Activity:
Identify all lines in the listing that include the word "Avenue", and copy them out.

Source material:

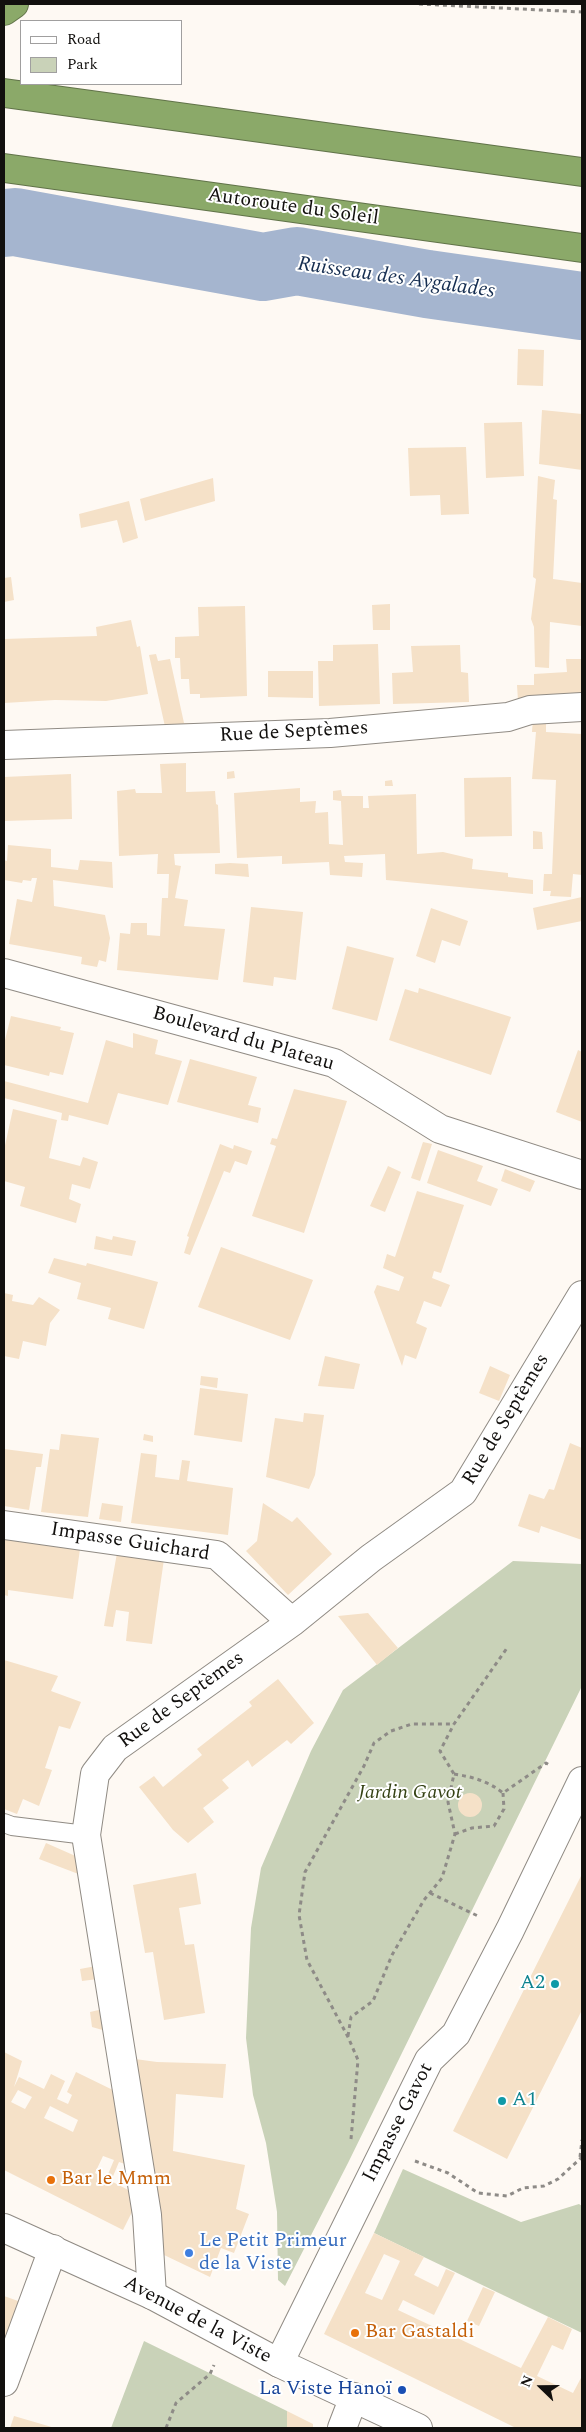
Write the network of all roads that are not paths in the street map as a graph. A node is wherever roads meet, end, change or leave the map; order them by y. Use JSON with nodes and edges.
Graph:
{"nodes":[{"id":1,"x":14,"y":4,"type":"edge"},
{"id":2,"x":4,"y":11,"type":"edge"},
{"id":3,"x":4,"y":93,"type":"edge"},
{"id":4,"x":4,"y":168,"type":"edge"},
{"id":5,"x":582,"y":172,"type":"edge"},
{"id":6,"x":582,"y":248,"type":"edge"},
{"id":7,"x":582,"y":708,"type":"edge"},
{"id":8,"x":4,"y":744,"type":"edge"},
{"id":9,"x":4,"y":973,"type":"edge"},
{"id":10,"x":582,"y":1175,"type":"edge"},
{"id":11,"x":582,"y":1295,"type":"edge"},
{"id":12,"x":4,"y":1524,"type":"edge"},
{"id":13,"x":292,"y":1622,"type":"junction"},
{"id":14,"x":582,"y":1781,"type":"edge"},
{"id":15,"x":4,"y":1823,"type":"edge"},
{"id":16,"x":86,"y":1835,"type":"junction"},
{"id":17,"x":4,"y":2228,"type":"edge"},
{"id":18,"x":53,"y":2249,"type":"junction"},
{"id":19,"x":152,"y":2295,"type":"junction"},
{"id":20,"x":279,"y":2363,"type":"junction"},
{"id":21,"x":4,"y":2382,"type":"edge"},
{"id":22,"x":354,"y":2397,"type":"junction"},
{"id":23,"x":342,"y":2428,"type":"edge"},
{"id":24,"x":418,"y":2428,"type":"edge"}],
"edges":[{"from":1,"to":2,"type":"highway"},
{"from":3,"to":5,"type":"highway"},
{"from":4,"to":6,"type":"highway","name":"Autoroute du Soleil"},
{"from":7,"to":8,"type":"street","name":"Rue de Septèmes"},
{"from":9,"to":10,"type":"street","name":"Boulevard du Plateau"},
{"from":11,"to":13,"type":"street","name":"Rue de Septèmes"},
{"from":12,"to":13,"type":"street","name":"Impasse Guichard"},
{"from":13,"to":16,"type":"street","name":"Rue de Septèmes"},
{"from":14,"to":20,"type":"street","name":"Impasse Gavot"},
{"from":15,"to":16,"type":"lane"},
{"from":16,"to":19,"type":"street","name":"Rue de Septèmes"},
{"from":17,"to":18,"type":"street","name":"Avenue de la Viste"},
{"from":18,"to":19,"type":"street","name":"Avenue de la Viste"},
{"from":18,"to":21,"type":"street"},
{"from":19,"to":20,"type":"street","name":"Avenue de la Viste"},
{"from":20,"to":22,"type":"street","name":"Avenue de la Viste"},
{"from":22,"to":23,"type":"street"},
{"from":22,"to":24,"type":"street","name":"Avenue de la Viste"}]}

Exercise result:
{"from":17,"to":18,"type":"street","name":"Avenue de la Viste"},
{"from":18,"to":19,"type":"street","name":"Avenue de la Viste"},
{"from":19,"to":20,"type":"street","name":"Avenue de la Viste"},
{"from":20,"to":22,"type":"street","name":"Avenue de la Viste"},
{"from":22,"to":24,"type":"street","name":"Avenue de la Viste"}]}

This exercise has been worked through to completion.